As an editor, trying to make the archdiocesan newspaper appealing to ordinary lay Catholics, I found it difficult to whip up any enthusiasm for the synod. My readers showed no interest in the meetings and memos and mission statements. When I mentioned this problem to my superiors, I was roundly scolded. You must be enthusiastic, I was told; you must convey that enthusiasm to your readers. So I tried.
Eventually the synod wrapped up its work, and from the many proposals that were adopted I did my best to cull out the ones most likely to affect the lives of ordinary Catholic parishioners. I chose two. The synod had acknowledged that most Catholics were unhappy with the quality of preaching in Sunday homilies. And the synod had decreed that henceforth, except under rare circumstances, there would be no more second collections during Sunday Mass.
Unfortunately, in calling for better homilies, the synod was expressing a wish rather than setting a policy. There were no concrete steps taken toward the improvement of preaching, and in fact the quality of homilies did not improve. The synod had spoken, and no one listened.
The resolution regarding second collections was a more interesting case. A few weeks after the synod issued that policy, I learned that the last previous archdiocesan synod, held a generation earlier, had addressed the same question—and issued the same policy! In other words, by calling for an end to second collections, the synod was superseding the authoritative ruling of a previous synod, which had called for an end to second collections.
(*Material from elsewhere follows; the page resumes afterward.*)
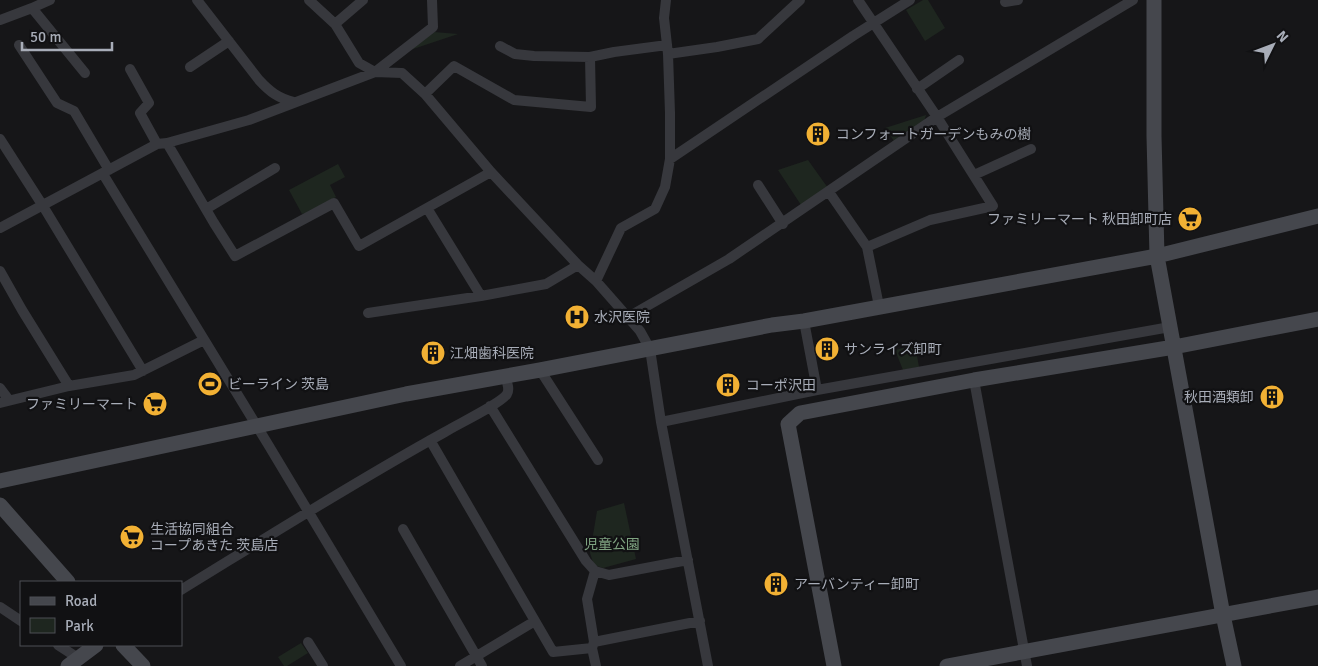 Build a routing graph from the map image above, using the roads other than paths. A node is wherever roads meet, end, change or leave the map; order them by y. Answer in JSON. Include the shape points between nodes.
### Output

Which means, of course, that the policy set by the previous synod was being routinely ignored throughout the archdiocese.
Can you guess what happened to the new policy? Exactly. It too was ignored. For a few months, pastors apologized when the scheduled second collections, saying that these “unusual” collections were warranted by special circumstances. Eventually the pastors stopped apologizing, the second collections ceased to be “unusual,” and the problem—which two consecutive archdiocesan synods had identified and moved to correct—was once again in full bloom.
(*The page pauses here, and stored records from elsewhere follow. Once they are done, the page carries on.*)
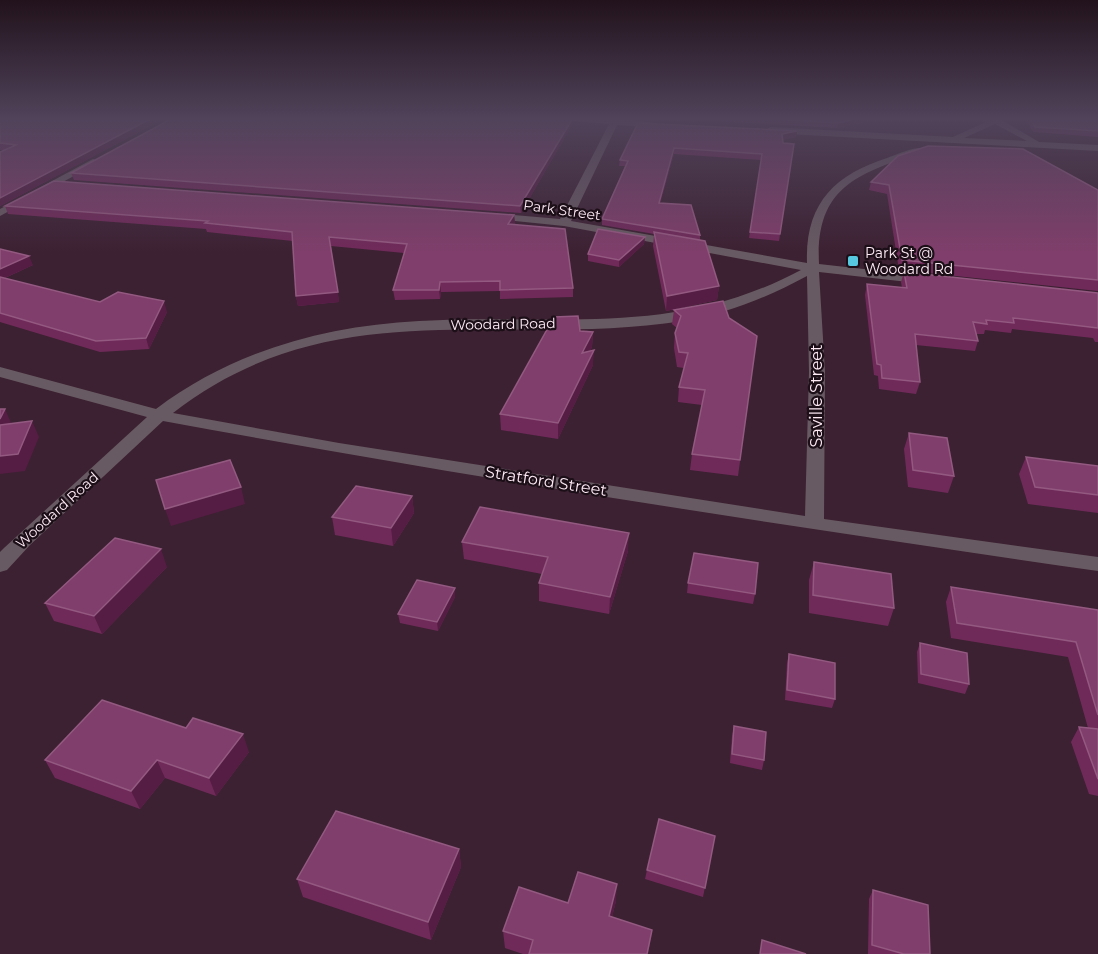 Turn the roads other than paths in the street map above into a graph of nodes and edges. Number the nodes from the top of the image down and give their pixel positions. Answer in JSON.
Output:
{"nodes":[{"id":1,"x":92,"y":163,"type":"edge"},
{"id":2,"x":594,"y":163,"type":"edge"},
{"id":3,"x":886,"y":163,"type":"edge"},
{"id":4,"x":55,"y":184,"type":"junction"},
{"id":5,"x":80,"y":186,"type":"edge"},
{"id":6,"x":0,"y":213,"type":"edge"},
{"id":7,"x":475,"y":215,"type":"edge"},
{"id":8,"x":564,"y":224,"type":"junction"},
{"id":9,"x":813,"y":268,"type":"junction"},
{"id":10,"x":942,"y":282,"type":"edge"},
{"id":11,"x":0,"y":372,"type":"edge"},
{"id":12,"x":159,"y":415,"type":"junction"},
{"id":13,"x":814,"y":524,"type":"junction"},
{"id":14,"x":1098,"y":564,"type":"edge"},
{"id":15,"x":0,"y":566,"type":"edge"}],
"edges":[{"from":1,"to":4,"type":"street"},
{"from":2,"to":8,"type":"street"},
{"from":3,"to":9,"type":"street"},
{"from":4,"to":5,"type":"street"},
{"from":4,"to":6,"type":"street"},
{"from":7,"to":8,"type":"street","name":"Park Street"},
{"from":8,"to":9,"type":"street","name":"Park Street"},
{"from":9,"to":10,"type":"street","name":"Park Street"},
{"from":9,"to":12,"type":"street","name":"Woodard Road"},
{"from":9,"to":13,"type":"street","name":"Saville Street"},
{"from":11,"to":12,"type":"street","name":"Stratford Street"},
{"from":12,"to":13,"type":"street","name":"Stratford Street"},
{"from":12,"to":15,"type":"street","name":"Woodard Road"},
{"from":13,"to":14,"type":"street","name":"Stratford Street"}]}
At the time, to the people engaged in the work of the synod, it all seemed terribly important. Yet despite their best efforts, life in the Church went on, undisturbed, very much as it had before.
So here’s a reminder to people who are employed by the Church, whether they work in parishes or dioceses or at the Vatican. You work for the Church; you aren’t the Church.
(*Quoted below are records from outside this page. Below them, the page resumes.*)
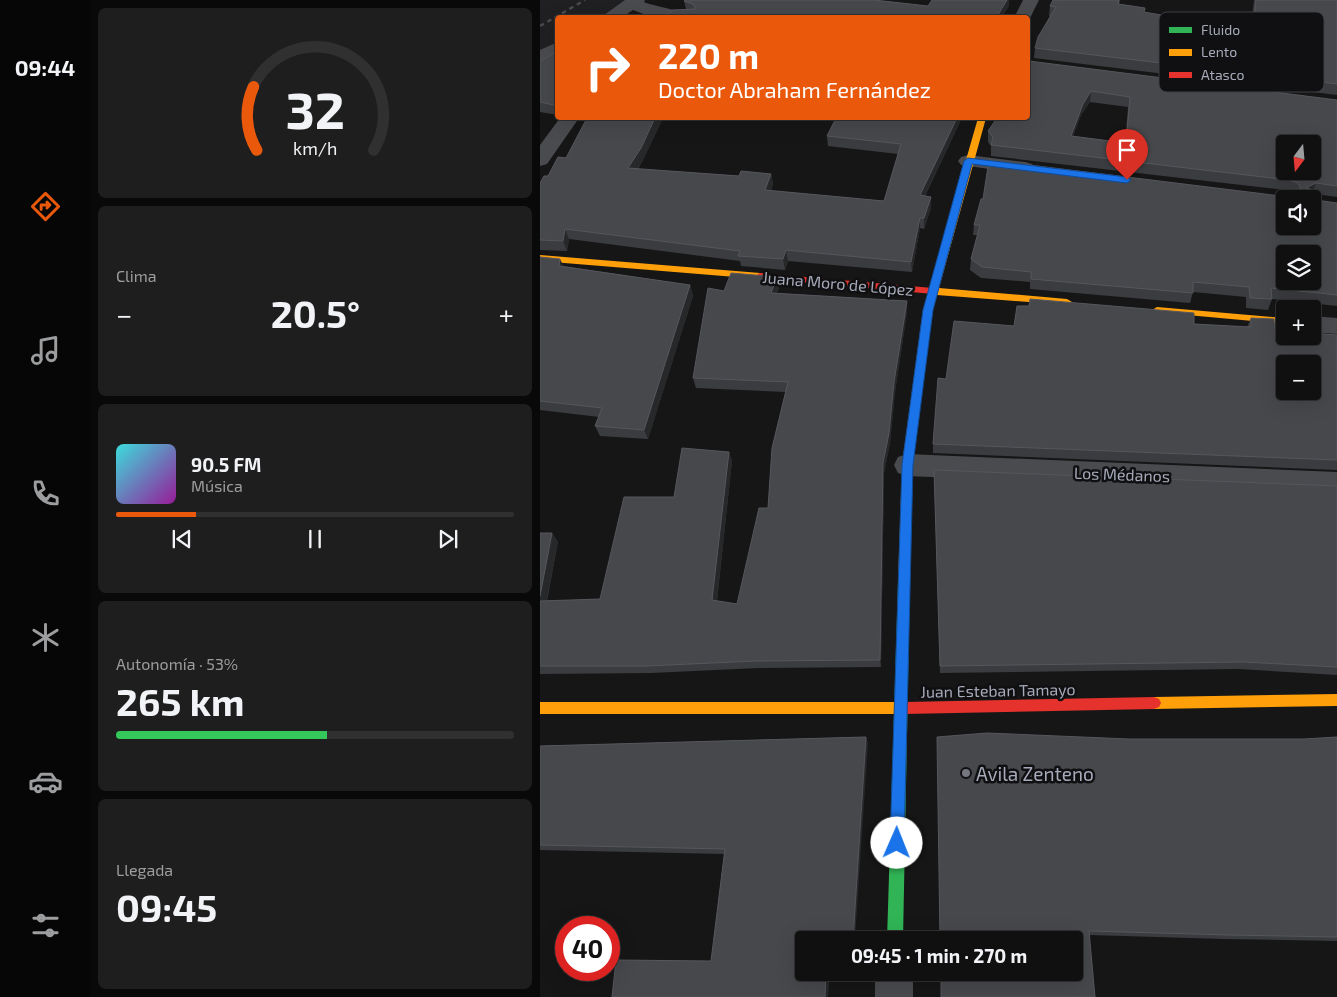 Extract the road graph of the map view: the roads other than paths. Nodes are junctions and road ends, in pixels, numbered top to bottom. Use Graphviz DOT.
graph roads {
  1 [pos="1031,0"];
  2 [pos="635,2"];
  3 [pos="654,10"];
  4 [pos="613,15"];
  5 [pos="676,15"];
  6 [pos="1024,15"];
  7 [pos="555,49"];
  8 [pos="540,58"];
  9 [pos="568,120"];
  10 [pos="981,120"];
  11 [pos="540,160"];
  12 [pos="968,161"];
  13 [pos="1048,170"];
  14 [pos="540,258"];
  15 [pos="933,291"];
  16 [pos="1080,304"];
  17 [pos="1148,310"];
  18 [pos="1276,320"];
  19 [pos="1321,325"];
  20 [pos="1337,326"];
  21 [pos="907,465"];
  22 [pos="1337,483"];
  23 [pos="1337,700"];
  24 [pos="540,708"];
  25 [pos="900,708"];
  26 [pos="895,931"];
  27 [pos="894,981"];
  28 [pos="894,997"];
  1 -- 6 [label="street"];
  2 -- 3 [label="street"];
  2 -- 4 [label="street"];
  3 -- 5 [label="street"];
  7 -- 8 [label="street"];
  9 -- 11 [label="street"];
  10 -- 12 [label="street"];
  12 -- 13 [label="street"];
  12 -- 15 [label="street"];
  14 -- 15 [label="street, Juana Moro de López"];
  15 -- 16 [label="street, Juana Moro de López"];
  15 -- 21 [label="street"];
  17 -- 18 [label="street"];
  19 -- 20 [label="street"];
  21 -- 22 [label="street, Los Médanos"];
  21 -- 25 [label="street"];
  23 -- 25 [label="street, Juan Esteban Tamayo"];
  24 -- 25 [label="street, Juan Esteban Tamayo"];
  25 -- 26 [label="street"];
  27 -- 28 [label="street"];
}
All comments are moderated. To lighten our editing burden, only current donors are allowed to Sound Off. If you are a donor, log in to see the comment form; otherwise please support our work, and Sound Off!
Posted by: koinonia -
Jun. 18, 2012 10:10 PM ET USA
Tremendously important considerations and a conclusion even more important. The disorientation is symbolic of the disorientation elsewhere in the Church. Authority, rubrics, regulations, disciplines, traditions etc. are all directed. When there is disorientation or misdirection, there is an open road to Disgrace. "The Church prospers when the Vatican is faithful." You betcha! We passed the "Welcome to Disgrace" sign some time ago, but it seems we're having trouble leaving the city limits.
Posted by: hartwood01 -
Jun. 16, 2012 3:09 PM ET USA
Our parishioners complained about the relentless collections and they were cut down to about one per month. We are a wealthy parish and when people complain, they are heard.
Posted by: rxpert -
Jun. 16, 2012 1:44 PM ET USA
This article needs to be made required reading for every member of the hierarchy AND THEIR STAFFS. And, please allow me to also pose a question- Now that massive video screens have become somewhat affordable, what's the downside to delivering homilies through closed-circuit television? Certainly our bishops could find two or three good homilists in each of their dioceses to deliver a good homily to all parishes every week. It's used in a few "independent" churches to good advantage.